_Action item_
Copy out every line holding the string "down" from the records below.

_The data_
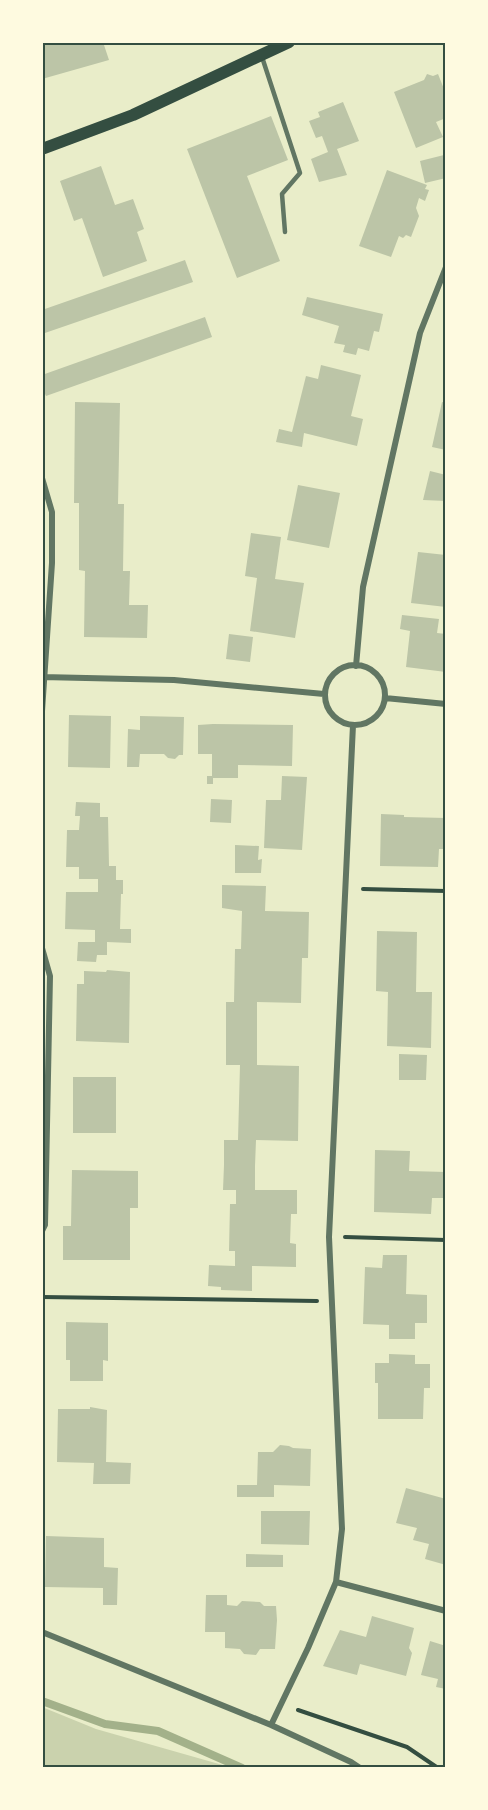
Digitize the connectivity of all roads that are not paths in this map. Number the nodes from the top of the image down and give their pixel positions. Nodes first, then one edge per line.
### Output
1 (289, 42) edge
2 (261, 55) junction
3 (42, 149) edge
4 (285, 232) dead end
5 (446, 267) edge
6 (42, 478) edge
7 (356, 666) junction
8 (44, 677) edge
9 (324, 694) junction
10 (385, 698) junction
11 (446, 704) edge
12 (42, 711) edge
13 (353, 725) junction
14 (42, 948) edge
15 (42, 1231) edge
16 (336, 1582) junction
17 (446, 1611) edge
18 (42, 1632) edge
19 (271, 1725) junction
20 (360, 1768) edge

1 - 2 main road
2 - 3 main road
2 - 4 lane
5 - 7 street
6 - 8 street
7 - 9 street
7 - 10 street
8 - 9 street
8 - 12 street
9 - 13 street
10 - 11 street
10 - 13 street
13 - 16 street
14 - 15 street
16 - 17 street
16 - 19 street
18 - 19 street
19 - 20 street

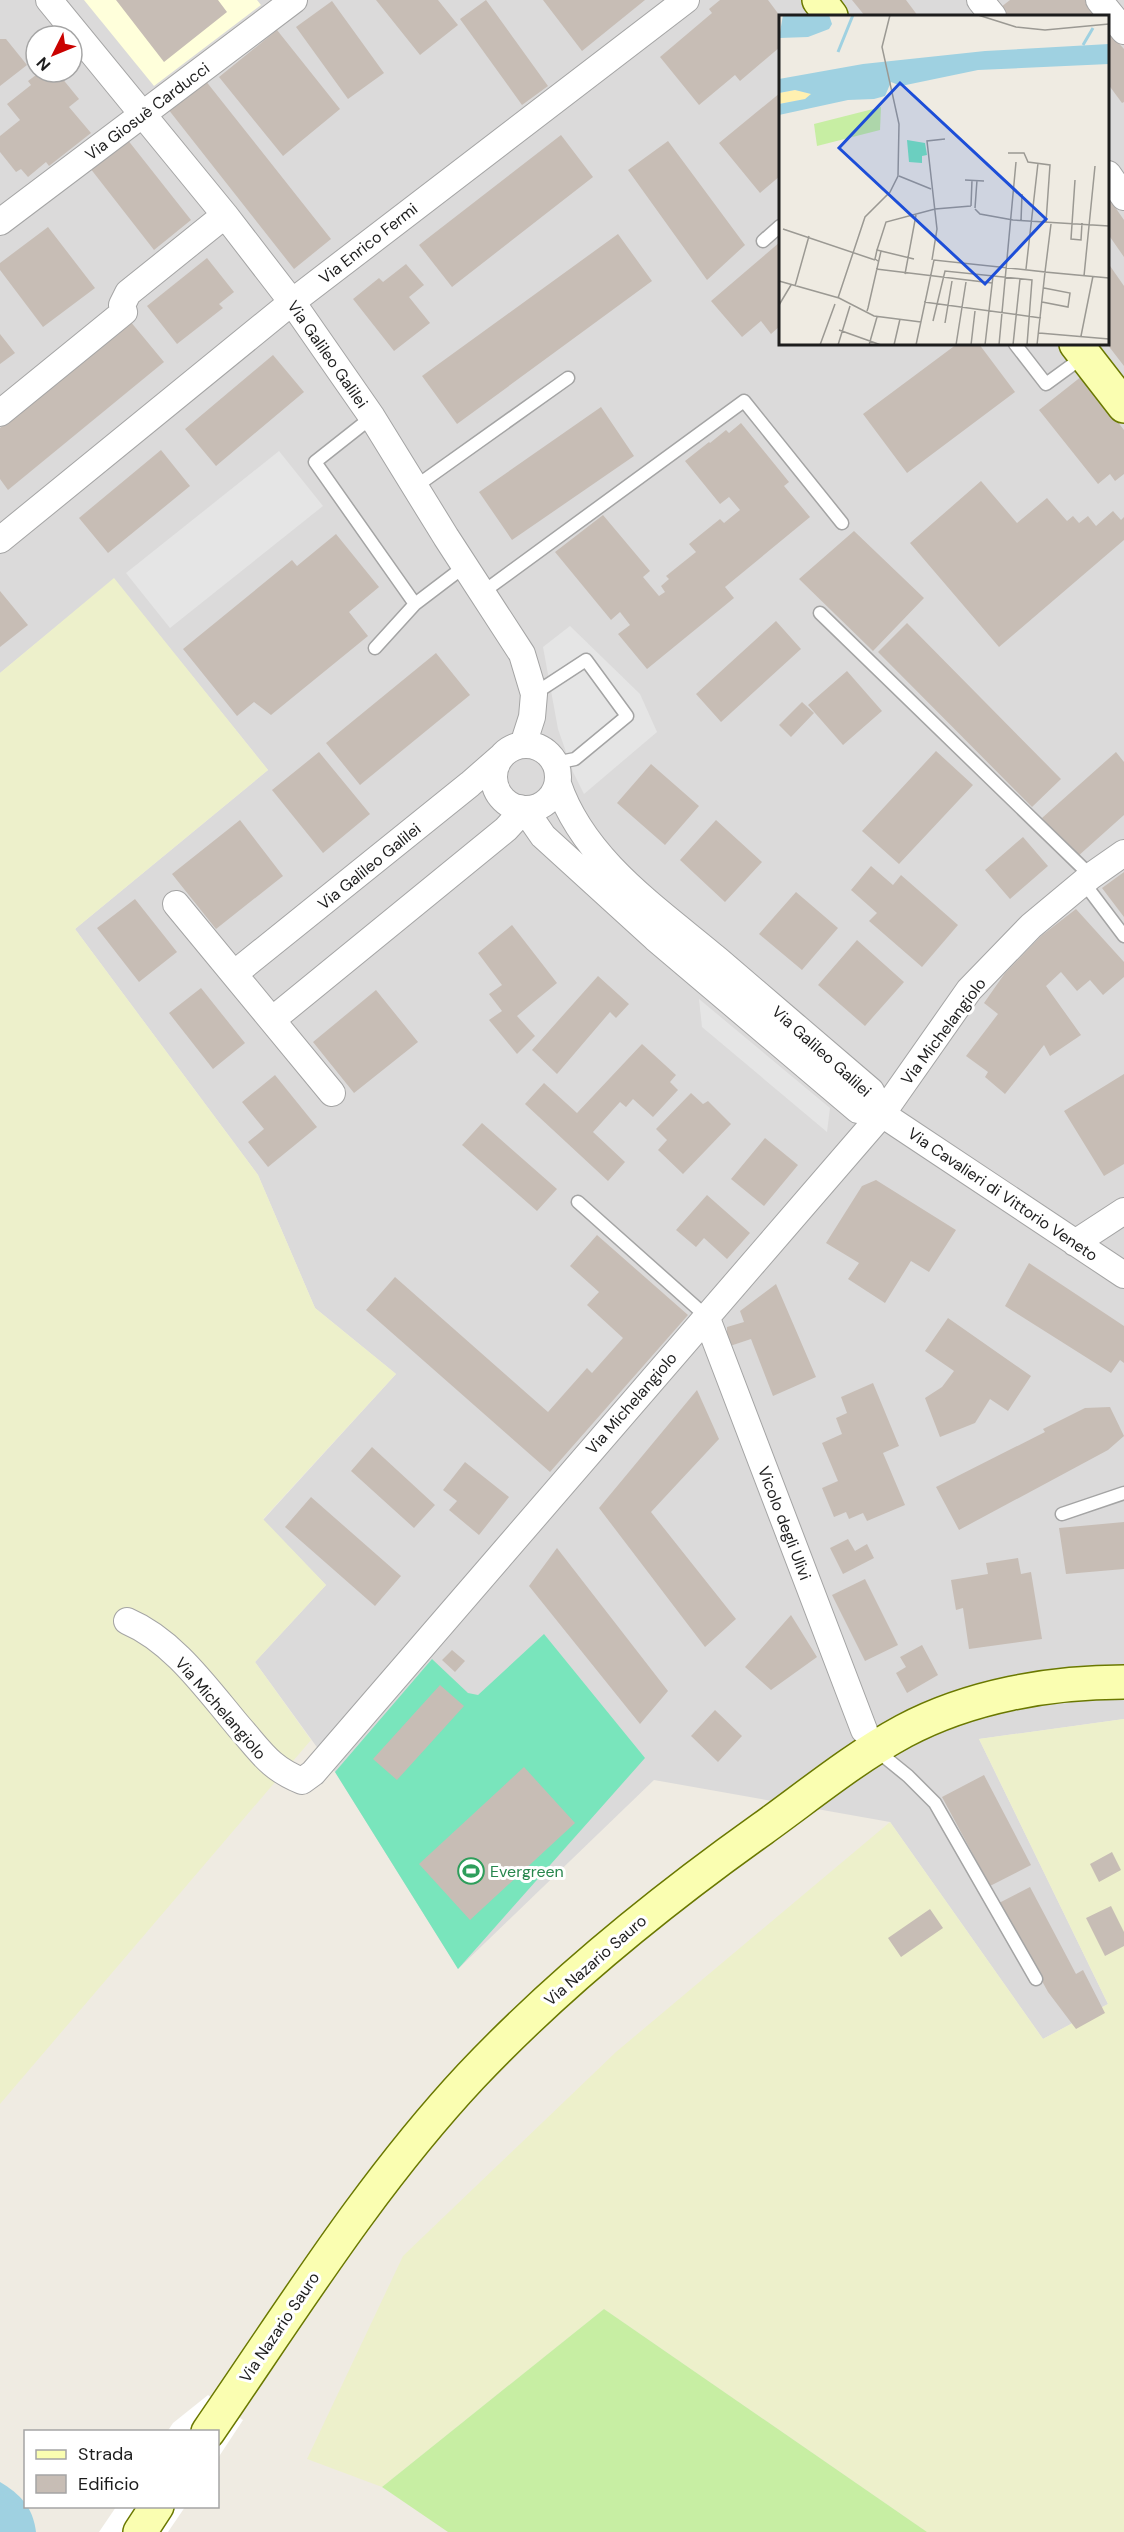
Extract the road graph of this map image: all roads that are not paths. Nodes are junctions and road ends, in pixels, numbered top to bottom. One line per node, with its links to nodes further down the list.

_Solution below_
Digitize the connectivity of all roads that are not paths in this map. Number the nodes from the top of the image down and give their pixel positions. Nodes first, then one edge per line.
Extract the road graph of this map image: all roads that are not paths. Nodes are junctions and road ends, in pixels, numbered top to bottom. One line per node, with its links to nodes further down the list.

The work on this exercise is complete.